[Stored items]
----

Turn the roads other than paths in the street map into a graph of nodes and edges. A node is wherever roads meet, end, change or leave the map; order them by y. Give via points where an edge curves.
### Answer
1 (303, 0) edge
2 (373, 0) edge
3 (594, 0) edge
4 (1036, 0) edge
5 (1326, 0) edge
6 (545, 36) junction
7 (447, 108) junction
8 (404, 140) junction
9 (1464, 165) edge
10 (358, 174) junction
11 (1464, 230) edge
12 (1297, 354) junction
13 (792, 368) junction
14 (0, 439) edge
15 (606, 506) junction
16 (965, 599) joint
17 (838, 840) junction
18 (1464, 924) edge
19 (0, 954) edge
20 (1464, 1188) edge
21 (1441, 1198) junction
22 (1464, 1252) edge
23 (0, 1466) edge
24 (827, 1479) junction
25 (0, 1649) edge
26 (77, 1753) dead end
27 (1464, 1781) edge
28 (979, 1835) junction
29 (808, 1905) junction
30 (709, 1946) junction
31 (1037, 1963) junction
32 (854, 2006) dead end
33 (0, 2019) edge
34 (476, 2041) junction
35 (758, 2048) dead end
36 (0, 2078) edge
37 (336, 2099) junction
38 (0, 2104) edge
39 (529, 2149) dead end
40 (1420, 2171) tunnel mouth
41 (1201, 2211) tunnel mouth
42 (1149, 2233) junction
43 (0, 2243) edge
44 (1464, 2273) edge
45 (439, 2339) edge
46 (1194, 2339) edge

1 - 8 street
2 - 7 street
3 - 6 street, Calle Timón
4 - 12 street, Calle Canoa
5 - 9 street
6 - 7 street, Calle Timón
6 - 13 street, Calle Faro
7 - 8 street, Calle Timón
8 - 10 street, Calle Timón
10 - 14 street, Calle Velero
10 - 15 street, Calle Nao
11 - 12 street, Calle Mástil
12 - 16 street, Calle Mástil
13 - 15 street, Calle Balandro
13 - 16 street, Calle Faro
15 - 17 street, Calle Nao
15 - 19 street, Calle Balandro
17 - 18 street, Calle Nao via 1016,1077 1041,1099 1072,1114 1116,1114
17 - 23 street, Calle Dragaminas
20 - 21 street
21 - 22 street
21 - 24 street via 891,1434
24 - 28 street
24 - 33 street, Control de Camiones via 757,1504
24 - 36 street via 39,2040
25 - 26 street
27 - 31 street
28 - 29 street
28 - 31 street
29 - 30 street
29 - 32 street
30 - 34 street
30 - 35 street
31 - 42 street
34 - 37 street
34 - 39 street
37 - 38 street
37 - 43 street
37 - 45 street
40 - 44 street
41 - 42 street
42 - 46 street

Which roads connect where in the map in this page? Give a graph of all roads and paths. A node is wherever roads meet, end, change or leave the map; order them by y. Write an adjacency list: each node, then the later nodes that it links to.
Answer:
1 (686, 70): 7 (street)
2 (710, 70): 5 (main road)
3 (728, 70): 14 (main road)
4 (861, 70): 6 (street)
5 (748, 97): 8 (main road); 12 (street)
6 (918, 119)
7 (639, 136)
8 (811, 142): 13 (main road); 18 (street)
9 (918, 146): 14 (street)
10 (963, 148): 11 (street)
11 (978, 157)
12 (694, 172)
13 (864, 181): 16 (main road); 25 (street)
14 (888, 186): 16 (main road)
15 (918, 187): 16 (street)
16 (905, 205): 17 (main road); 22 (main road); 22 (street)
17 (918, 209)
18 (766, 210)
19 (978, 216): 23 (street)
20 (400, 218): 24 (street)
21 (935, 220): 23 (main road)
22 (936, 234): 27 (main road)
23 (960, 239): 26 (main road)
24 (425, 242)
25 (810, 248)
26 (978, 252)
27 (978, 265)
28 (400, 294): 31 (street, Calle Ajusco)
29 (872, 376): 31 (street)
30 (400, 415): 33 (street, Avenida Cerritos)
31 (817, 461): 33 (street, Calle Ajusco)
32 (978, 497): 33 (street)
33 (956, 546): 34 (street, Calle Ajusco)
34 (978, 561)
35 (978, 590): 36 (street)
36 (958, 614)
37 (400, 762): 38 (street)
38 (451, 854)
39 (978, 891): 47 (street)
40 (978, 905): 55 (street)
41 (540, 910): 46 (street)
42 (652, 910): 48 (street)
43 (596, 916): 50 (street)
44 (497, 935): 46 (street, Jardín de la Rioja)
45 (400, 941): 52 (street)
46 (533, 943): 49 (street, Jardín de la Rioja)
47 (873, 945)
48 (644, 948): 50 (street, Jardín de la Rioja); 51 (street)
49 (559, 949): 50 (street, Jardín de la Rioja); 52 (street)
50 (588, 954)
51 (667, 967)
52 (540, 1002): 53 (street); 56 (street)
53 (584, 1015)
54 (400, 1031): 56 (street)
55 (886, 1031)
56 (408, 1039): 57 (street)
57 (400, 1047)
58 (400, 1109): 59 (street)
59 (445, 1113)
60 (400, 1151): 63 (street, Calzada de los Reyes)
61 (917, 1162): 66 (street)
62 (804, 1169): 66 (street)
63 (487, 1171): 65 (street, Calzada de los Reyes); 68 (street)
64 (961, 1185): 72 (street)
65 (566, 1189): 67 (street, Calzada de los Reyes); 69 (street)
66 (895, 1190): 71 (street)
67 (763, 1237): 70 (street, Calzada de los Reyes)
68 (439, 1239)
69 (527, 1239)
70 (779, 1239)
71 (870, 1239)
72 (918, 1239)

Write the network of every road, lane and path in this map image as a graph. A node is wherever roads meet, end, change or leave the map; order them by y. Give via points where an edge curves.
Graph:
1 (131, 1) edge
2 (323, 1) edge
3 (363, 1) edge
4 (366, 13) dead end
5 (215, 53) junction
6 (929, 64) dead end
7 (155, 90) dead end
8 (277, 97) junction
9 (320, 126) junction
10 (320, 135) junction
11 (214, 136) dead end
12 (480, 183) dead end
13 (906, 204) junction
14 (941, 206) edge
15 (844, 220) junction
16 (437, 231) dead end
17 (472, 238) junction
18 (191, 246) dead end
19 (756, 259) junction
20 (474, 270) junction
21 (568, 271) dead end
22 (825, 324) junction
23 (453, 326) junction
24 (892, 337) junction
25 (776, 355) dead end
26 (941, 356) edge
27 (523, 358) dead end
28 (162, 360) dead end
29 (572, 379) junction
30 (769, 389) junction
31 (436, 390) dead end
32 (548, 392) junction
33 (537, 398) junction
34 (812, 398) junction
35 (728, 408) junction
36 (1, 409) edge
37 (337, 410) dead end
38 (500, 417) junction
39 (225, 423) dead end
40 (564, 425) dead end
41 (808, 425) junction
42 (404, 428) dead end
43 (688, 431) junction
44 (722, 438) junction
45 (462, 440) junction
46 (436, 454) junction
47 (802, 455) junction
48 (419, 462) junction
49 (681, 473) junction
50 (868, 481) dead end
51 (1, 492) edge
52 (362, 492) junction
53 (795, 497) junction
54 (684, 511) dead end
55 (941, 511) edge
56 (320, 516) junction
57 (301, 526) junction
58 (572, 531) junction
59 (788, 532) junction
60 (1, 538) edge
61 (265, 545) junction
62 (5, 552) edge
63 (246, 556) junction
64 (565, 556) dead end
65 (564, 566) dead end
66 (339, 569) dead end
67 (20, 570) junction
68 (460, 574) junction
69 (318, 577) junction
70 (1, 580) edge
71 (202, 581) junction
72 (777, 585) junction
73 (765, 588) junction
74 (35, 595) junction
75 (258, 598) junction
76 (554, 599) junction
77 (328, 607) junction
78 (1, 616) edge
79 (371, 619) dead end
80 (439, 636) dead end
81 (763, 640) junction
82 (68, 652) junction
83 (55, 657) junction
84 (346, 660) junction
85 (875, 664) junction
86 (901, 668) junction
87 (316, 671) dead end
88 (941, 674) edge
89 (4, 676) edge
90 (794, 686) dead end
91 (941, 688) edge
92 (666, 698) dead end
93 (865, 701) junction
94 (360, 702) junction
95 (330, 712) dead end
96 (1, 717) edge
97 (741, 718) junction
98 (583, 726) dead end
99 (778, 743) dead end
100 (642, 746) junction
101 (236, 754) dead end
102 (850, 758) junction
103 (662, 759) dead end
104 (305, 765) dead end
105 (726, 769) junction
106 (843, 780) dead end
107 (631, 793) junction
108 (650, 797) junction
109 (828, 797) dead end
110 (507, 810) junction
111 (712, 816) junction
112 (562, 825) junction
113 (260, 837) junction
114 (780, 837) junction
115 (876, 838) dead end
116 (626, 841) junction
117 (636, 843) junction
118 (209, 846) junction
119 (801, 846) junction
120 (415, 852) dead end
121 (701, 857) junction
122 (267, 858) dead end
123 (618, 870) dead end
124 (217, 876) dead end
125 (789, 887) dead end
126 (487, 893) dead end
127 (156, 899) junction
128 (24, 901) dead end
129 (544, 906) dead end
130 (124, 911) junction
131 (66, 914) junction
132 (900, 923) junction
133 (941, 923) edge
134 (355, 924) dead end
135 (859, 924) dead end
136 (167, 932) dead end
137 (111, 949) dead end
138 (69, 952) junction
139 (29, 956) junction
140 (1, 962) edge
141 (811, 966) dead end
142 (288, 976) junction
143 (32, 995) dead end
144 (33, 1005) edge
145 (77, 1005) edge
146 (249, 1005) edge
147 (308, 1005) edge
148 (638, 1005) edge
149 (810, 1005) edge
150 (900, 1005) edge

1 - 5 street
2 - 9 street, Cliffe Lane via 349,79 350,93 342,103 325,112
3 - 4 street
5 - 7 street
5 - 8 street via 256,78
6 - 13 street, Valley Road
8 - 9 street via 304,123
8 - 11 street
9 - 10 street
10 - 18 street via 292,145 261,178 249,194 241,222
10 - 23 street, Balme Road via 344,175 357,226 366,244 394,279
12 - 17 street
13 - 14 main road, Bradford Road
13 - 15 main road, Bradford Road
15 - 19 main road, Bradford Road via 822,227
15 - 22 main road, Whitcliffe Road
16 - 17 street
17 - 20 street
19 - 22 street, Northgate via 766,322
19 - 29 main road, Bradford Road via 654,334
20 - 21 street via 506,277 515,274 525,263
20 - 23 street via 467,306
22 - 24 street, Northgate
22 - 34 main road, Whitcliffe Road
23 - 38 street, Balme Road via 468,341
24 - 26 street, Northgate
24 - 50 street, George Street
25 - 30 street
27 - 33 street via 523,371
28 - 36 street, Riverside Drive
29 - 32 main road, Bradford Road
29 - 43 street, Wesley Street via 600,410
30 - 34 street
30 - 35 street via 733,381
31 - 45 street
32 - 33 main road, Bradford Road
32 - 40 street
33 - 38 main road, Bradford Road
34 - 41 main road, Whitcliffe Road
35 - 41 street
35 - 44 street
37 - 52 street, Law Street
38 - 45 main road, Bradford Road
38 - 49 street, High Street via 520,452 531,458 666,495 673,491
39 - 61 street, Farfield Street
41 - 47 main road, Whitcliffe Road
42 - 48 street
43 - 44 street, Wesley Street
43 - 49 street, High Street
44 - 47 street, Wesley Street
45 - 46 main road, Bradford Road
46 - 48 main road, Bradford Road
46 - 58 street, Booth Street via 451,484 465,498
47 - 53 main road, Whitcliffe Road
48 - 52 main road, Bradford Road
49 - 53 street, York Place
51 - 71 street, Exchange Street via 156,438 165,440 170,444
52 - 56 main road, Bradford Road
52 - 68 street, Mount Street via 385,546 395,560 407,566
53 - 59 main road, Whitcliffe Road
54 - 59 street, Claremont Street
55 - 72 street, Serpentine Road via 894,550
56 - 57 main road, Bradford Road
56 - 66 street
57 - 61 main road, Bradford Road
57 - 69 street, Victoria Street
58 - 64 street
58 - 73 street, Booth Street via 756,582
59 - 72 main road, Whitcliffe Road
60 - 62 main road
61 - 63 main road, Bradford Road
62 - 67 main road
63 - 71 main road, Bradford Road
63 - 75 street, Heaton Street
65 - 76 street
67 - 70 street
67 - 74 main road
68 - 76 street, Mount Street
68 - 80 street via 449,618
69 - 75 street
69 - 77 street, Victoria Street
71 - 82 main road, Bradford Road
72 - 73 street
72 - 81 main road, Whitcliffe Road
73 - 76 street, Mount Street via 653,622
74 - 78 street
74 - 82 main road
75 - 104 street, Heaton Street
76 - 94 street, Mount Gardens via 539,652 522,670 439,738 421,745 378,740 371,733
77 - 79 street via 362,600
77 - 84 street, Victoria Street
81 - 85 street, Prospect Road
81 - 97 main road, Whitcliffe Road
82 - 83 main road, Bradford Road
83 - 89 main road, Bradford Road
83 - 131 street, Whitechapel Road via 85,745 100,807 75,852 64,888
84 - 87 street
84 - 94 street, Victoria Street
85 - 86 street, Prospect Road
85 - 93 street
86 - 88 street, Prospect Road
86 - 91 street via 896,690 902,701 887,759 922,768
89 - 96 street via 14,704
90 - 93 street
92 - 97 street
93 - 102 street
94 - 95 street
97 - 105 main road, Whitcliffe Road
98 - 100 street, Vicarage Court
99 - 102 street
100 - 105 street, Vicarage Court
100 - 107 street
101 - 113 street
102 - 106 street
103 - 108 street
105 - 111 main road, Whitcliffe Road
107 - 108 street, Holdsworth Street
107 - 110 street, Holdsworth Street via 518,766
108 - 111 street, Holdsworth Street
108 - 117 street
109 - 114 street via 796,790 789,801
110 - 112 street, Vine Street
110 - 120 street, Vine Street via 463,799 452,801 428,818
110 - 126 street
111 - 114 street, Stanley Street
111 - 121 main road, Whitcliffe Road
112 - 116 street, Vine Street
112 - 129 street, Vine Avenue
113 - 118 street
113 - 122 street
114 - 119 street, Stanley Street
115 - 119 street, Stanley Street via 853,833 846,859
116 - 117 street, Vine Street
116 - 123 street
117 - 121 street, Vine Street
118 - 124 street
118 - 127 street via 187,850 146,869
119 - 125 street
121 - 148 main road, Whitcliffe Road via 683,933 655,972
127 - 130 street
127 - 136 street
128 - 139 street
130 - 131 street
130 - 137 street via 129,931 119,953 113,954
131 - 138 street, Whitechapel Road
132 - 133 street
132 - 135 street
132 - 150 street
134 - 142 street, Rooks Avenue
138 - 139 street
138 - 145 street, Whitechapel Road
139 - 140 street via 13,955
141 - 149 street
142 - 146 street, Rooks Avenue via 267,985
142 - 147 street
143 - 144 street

----

## Exercise
Among the lines above, list those that contain the word "Balandro".

## Answer space
13 - 15 street, Calle Balandro
15 - 19 street, Calle Balandro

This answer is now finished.